**WORK TASK**
The required lines are those that contain "Lane"; pull them out of the data and copy them.

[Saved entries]
****************************************

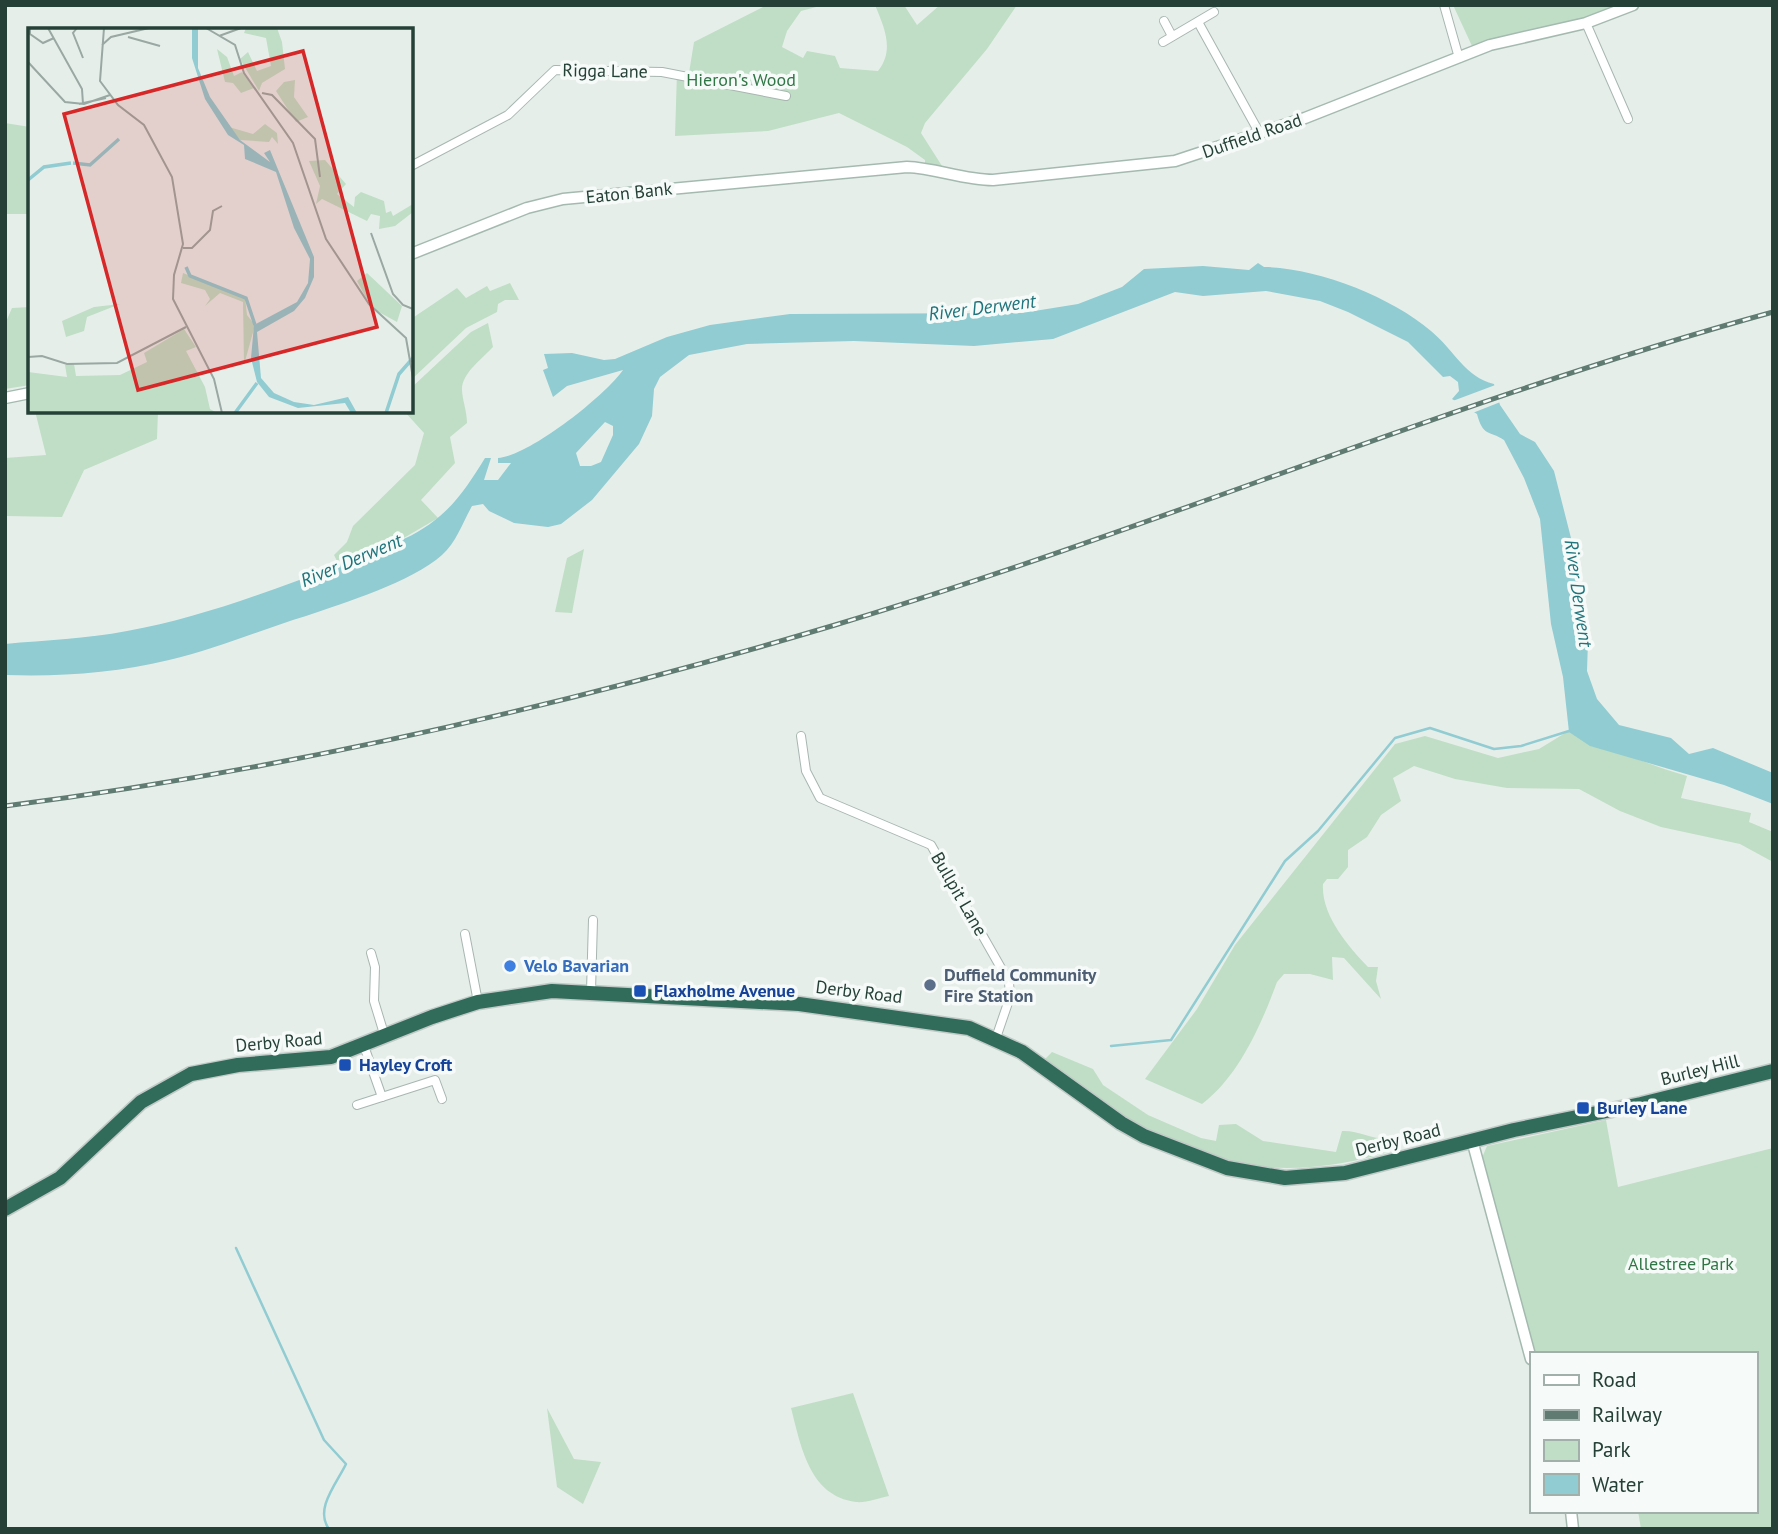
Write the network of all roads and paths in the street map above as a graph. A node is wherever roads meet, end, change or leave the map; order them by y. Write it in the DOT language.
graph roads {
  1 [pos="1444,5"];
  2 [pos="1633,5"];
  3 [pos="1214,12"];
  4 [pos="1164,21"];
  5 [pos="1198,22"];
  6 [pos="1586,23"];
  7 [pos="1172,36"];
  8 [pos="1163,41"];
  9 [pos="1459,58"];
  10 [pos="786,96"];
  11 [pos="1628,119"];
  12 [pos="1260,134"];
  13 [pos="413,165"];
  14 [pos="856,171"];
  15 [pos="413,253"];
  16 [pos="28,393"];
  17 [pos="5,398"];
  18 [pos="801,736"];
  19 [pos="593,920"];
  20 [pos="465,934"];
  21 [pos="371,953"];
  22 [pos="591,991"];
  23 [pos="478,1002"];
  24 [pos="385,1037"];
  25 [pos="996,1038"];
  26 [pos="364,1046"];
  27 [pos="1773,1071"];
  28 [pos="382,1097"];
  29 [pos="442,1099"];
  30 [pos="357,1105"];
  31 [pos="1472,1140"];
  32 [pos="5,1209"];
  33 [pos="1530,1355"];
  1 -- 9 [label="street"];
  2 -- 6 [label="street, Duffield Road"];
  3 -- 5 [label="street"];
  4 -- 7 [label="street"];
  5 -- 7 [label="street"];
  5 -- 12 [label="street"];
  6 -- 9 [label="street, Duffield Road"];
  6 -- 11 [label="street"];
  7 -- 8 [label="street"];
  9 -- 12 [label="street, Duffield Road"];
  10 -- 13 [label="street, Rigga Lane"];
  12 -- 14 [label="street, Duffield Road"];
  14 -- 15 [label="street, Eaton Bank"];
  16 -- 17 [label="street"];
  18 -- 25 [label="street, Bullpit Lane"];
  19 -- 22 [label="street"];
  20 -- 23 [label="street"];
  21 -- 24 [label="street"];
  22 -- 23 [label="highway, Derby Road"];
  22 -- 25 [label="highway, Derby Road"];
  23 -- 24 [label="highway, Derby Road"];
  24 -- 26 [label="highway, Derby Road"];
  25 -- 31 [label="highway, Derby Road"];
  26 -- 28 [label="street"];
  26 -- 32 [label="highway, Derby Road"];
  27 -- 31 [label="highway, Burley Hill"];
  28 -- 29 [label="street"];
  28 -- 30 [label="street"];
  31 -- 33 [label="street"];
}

****************************************

**ANSWER**
  10 -- 13 [label="street, Rigga Lane"];
  18 -- 25 [label="street, Bullpit Lane"];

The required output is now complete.